NAIC estimates, China has 140 nuclear ballistic missiles (including 20 ICBMs) – NAIC is on the high side, given how the right-wing excoriates the CIA. CFR, NRDC and IISS all have higher estimates because they include 1) submarine launched ballistic missiles, 2) aircraft delivered gravity bombs and 3) tactical nuclear weapons – none of which DoD does (or should) count as deployed:
- In the 1980s, DIA found no evidence that China had deployed nuclear gravity bombs to airfields and, based on the antiquity of the aircraft, concluded China did not assign nuclear missions to any of its aircraft.
- The most recent edition of Chinese Military Power (CMP) suggests China has yet to deploy the JL-1 ballistic missile on its SSBN.
- CMP and PTR do not mention possible Chinese tactical nuclear weapons other than theater ballistic missiles like the CSS-5 (counted above), but CMP describes Beijing’s decision to arm its SRBM force with conventional warheads as a response to “the political and practical constraints associated with the use of nuclear armed missiles.”
I think “more than 100” or even “about 100” are the best answers to “How many nuclear weapons does China have?” One might add “deployed operationally” to be very precise.
Who cares?
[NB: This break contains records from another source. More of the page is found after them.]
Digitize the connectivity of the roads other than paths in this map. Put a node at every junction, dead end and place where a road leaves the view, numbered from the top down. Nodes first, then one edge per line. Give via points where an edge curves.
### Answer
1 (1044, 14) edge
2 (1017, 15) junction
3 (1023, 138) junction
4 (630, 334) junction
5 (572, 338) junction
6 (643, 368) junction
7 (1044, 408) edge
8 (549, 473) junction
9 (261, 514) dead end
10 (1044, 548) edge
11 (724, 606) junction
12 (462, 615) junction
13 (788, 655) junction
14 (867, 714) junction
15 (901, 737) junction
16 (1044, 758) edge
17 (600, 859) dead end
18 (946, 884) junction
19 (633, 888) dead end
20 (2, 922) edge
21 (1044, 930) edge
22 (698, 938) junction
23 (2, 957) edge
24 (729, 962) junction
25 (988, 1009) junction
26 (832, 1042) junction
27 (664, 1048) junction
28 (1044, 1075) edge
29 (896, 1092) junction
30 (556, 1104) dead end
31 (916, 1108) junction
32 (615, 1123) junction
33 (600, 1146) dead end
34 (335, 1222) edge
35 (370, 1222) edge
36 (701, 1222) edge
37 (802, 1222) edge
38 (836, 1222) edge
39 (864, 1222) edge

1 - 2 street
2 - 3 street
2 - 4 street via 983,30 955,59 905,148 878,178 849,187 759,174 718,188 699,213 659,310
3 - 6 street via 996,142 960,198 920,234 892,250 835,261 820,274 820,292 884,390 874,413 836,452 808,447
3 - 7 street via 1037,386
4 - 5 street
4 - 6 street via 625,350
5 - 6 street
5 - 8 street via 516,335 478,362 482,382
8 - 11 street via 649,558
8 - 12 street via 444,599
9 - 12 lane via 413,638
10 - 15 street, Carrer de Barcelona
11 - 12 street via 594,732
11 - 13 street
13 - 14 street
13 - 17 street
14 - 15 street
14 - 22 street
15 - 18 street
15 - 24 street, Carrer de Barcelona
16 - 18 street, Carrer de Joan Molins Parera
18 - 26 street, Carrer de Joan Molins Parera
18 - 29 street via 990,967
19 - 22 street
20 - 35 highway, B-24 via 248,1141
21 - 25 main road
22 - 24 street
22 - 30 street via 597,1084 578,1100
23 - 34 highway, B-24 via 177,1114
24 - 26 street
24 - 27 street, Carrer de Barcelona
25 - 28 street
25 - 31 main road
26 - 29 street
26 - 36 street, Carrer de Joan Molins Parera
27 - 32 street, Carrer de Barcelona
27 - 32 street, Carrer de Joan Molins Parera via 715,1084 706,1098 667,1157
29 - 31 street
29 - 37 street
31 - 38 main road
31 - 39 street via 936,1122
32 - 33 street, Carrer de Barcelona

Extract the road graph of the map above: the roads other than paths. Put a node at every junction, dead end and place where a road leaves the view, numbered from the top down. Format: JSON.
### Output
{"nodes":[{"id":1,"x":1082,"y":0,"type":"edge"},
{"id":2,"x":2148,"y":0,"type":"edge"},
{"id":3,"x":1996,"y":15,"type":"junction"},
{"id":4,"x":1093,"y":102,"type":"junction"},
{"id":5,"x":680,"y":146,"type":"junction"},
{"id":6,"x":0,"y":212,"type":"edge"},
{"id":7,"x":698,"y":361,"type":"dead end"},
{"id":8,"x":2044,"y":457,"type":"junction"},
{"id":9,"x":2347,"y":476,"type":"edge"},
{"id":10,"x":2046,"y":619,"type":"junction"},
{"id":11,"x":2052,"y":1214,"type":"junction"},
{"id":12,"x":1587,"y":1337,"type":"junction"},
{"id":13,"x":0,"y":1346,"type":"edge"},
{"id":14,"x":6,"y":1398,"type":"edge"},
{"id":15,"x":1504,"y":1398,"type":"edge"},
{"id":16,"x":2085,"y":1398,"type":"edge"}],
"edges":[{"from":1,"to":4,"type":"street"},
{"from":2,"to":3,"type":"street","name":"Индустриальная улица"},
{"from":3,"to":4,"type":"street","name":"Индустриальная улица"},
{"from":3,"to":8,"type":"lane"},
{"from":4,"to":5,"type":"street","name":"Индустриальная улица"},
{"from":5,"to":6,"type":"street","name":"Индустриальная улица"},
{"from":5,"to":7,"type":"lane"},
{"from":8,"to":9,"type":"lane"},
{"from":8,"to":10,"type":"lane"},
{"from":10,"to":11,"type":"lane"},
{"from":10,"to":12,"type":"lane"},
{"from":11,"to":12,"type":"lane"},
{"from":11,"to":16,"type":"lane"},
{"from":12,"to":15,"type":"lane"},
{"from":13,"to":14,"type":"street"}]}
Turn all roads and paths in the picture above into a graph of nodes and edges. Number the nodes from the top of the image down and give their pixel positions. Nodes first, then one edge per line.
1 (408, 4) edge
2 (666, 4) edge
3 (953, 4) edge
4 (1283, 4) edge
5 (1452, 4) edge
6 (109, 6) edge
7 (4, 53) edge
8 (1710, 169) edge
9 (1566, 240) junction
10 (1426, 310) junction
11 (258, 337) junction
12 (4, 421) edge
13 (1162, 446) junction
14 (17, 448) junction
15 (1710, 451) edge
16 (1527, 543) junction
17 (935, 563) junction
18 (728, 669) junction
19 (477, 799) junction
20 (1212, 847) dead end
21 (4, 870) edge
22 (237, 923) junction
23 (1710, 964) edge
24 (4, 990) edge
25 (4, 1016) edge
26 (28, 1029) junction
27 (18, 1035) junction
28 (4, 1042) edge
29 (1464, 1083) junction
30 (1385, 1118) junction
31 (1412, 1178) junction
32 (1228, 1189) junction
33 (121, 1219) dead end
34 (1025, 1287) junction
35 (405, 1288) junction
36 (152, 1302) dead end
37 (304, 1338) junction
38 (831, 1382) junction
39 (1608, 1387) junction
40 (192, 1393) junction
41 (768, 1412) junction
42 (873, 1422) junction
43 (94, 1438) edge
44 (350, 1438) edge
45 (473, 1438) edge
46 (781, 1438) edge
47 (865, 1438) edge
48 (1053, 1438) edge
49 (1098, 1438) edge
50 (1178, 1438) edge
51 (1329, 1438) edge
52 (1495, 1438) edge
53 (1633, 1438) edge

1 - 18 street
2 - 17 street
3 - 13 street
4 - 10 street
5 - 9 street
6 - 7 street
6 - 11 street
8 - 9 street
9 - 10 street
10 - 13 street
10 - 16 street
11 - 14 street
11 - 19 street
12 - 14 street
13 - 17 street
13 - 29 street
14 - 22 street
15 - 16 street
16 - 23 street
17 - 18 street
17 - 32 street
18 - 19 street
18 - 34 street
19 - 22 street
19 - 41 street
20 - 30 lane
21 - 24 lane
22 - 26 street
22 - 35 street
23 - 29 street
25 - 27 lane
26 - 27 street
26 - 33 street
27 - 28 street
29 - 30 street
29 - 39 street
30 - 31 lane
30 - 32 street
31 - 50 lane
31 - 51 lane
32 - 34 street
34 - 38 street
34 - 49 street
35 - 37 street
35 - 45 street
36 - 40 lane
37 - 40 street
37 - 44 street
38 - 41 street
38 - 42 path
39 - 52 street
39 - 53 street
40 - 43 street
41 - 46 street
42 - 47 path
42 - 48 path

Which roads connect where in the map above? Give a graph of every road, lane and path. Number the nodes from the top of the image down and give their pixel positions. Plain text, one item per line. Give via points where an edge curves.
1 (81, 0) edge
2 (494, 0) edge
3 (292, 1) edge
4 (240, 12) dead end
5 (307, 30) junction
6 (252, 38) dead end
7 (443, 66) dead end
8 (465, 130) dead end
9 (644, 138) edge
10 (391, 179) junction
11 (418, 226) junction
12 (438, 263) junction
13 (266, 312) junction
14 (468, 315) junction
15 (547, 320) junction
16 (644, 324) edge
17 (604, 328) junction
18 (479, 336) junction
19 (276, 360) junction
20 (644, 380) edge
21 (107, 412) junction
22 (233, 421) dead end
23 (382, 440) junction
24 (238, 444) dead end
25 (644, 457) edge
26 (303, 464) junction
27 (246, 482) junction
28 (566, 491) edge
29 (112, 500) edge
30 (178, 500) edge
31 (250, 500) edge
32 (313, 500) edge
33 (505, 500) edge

The size of the Chinese nuclear arsenal – more to the point: The deliberate decision to focus on a small land-based missile force kept unfueled and without warheads mated—undermines much of the threat construction supporting the 2001 Nuclear Posture Review. Keith Payne, principal architect of the NPR, is more explicit about needing strategic force modernization to deter the Chinese in his own writing than was the NPR. Hans Kristensen at NRDC, one of the good guys and the source of one of the DIA documents, has a nice study of how China made its way into nuclear planning documents as Russia became less convincing as a rationale.